» Excerpted records
========================================================================
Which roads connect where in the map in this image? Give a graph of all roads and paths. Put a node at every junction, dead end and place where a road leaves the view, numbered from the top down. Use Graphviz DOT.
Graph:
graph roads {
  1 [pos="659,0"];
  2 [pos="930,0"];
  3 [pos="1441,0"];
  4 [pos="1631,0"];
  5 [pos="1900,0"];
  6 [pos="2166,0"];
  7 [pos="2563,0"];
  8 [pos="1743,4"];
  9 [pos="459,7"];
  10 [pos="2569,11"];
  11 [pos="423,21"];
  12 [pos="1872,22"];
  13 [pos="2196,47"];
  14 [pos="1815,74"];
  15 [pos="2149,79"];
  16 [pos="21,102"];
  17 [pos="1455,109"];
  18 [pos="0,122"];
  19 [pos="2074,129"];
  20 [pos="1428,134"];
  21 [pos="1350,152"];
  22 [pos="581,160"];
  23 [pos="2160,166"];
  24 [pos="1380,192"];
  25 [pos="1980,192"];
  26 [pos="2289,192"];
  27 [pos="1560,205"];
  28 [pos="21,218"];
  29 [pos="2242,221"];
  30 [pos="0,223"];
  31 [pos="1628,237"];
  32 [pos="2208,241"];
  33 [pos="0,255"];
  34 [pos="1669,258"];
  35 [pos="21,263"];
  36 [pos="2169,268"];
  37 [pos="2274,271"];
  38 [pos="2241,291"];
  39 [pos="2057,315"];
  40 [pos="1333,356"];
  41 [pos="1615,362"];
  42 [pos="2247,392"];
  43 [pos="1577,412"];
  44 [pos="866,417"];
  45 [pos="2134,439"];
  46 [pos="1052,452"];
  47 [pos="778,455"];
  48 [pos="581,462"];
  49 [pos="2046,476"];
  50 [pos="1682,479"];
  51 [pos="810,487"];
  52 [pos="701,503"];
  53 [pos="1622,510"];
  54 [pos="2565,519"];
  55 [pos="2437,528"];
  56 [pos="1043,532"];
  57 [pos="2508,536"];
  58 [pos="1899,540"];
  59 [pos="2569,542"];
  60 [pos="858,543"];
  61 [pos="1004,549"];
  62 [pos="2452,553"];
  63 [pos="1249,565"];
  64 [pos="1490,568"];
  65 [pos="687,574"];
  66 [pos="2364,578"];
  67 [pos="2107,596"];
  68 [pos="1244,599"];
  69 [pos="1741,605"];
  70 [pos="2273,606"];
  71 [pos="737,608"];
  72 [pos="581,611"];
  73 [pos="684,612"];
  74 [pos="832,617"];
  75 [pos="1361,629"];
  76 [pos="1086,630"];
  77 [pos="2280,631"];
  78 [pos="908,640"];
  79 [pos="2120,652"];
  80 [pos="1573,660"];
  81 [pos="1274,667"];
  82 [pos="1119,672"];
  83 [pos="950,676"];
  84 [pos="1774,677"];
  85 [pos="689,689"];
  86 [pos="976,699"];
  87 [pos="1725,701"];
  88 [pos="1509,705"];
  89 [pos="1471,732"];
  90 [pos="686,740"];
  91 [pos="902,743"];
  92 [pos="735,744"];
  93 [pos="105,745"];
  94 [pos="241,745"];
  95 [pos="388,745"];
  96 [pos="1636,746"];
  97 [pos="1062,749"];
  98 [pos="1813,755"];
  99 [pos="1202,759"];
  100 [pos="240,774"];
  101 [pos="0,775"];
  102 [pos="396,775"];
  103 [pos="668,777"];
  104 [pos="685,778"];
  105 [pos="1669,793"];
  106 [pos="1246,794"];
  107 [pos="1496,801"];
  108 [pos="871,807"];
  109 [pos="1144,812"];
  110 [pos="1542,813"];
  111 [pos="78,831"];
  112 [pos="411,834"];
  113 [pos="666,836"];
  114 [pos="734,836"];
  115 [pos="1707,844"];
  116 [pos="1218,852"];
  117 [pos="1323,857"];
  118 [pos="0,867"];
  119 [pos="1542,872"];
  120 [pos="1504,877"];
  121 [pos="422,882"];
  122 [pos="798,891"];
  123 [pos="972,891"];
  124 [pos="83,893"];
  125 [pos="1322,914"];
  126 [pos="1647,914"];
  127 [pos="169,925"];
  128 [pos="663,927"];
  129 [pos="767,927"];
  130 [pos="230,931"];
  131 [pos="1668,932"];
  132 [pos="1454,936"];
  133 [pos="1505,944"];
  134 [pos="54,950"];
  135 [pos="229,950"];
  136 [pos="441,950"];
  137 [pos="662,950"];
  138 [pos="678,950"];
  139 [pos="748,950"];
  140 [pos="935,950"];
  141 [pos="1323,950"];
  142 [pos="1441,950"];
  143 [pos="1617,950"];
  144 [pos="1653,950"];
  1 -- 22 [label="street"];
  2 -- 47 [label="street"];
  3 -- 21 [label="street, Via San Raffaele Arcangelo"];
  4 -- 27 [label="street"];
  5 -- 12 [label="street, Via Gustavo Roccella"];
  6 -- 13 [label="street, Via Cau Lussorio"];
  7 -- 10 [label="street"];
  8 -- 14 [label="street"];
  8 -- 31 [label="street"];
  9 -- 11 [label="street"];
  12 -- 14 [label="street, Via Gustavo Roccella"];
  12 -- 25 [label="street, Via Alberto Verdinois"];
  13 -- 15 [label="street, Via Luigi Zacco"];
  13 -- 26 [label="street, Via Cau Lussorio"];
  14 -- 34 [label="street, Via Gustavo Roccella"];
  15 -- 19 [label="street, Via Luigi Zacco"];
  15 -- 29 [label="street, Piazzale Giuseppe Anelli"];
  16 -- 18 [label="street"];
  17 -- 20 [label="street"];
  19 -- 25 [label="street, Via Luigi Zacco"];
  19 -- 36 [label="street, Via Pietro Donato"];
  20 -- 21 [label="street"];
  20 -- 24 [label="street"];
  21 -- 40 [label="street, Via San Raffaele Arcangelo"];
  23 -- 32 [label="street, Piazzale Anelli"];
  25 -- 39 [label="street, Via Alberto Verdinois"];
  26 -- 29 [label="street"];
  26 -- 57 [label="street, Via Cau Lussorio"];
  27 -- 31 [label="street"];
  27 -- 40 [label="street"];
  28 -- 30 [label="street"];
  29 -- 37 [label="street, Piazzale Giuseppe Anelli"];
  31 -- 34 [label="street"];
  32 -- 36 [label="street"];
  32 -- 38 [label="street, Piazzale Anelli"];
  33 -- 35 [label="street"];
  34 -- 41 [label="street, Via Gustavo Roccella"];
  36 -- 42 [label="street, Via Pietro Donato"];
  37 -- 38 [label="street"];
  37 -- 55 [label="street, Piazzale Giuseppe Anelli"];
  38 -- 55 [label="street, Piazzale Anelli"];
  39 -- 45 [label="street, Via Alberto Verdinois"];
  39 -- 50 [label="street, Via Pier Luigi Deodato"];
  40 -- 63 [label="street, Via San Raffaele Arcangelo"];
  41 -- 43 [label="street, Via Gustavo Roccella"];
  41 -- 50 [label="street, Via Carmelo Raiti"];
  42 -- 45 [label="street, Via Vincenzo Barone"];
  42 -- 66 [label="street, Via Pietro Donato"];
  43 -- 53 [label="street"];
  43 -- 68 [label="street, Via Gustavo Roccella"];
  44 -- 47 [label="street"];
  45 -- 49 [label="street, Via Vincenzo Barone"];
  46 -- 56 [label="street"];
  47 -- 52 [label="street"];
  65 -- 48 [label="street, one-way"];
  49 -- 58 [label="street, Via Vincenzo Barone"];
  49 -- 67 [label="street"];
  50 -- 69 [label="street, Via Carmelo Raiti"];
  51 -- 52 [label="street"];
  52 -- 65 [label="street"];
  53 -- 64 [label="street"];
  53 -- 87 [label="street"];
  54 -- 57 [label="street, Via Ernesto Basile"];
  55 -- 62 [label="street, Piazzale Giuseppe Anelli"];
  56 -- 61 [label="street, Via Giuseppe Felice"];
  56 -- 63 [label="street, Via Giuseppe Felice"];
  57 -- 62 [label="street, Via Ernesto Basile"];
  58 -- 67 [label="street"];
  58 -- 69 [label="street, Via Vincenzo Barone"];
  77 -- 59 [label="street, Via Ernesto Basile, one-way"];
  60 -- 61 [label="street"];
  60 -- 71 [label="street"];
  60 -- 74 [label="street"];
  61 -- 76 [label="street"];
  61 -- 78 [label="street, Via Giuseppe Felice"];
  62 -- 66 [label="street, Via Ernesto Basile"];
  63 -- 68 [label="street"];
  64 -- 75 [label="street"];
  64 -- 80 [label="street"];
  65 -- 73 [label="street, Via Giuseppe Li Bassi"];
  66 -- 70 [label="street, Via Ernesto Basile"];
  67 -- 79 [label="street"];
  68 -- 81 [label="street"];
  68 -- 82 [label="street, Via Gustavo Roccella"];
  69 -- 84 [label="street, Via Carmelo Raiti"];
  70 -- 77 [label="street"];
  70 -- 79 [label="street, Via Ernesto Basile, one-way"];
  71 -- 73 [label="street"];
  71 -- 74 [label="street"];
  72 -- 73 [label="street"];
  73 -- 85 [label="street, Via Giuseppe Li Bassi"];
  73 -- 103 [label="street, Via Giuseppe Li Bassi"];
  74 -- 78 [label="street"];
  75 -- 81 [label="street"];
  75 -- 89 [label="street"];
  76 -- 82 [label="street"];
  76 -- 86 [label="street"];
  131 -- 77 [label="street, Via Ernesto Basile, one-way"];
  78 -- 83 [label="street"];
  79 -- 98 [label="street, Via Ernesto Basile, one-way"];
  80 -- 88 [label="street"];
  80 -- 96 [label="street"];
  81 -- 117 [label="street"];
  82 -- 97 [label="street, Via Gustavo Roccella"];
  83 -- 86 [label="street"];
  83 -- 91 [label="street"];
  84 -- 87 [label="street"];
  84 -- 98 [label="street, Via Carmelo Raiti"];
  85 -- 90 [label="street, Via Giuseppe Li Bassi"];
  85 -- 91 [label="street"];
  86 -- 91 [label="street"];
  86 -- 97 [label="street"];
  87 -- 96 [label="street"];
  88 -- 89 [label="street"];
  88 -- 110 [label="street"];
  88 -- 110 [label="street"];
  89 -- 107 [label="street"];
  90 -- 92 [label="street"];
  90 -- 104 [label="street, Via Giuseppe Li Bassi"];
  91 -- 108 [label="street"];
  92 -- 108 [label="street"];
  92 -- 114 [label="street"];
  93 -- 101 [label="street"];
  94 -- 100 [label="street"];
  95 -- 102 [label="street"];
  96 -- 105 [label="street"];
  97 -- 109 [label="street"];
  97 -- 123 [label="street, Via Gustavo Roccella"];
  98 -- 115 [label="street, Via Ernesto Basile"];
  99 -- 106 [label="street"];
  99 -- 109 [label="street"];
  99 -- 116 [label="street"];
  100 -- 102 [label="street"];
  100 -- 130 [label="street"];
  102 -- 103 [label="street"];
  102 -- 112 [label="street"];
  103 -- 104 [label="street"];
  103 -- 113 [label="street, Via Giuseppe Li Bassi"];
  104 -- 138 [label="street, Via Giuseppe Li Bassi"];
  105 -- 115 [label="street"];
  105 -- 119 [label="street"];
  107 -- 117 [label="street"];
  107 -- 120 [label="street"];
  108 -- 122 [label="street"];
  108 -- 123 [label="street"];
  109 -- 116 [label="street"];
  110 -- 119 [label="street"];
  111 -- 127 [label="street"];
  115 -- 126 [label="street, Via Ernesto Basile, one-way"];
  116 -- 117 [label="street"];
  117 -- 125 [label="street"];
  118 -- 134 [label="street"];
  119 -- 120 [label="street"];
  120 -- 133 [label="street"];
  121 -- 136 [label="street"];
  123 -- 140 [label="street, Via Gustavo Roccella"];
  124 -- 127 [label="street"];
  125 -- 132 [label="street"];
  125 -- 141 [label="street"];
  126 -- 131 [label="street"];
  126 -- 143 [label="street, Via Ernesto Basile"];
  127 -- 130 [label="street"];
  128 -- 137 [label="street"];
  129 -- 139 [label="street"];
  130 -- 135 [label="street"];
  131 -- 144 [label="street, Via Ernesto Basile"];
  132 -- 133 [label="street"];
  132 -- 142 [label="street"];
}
========================================================================
» What you need to do
Return only the number of lines in the entries above that contain the word "Donato".

» Response
3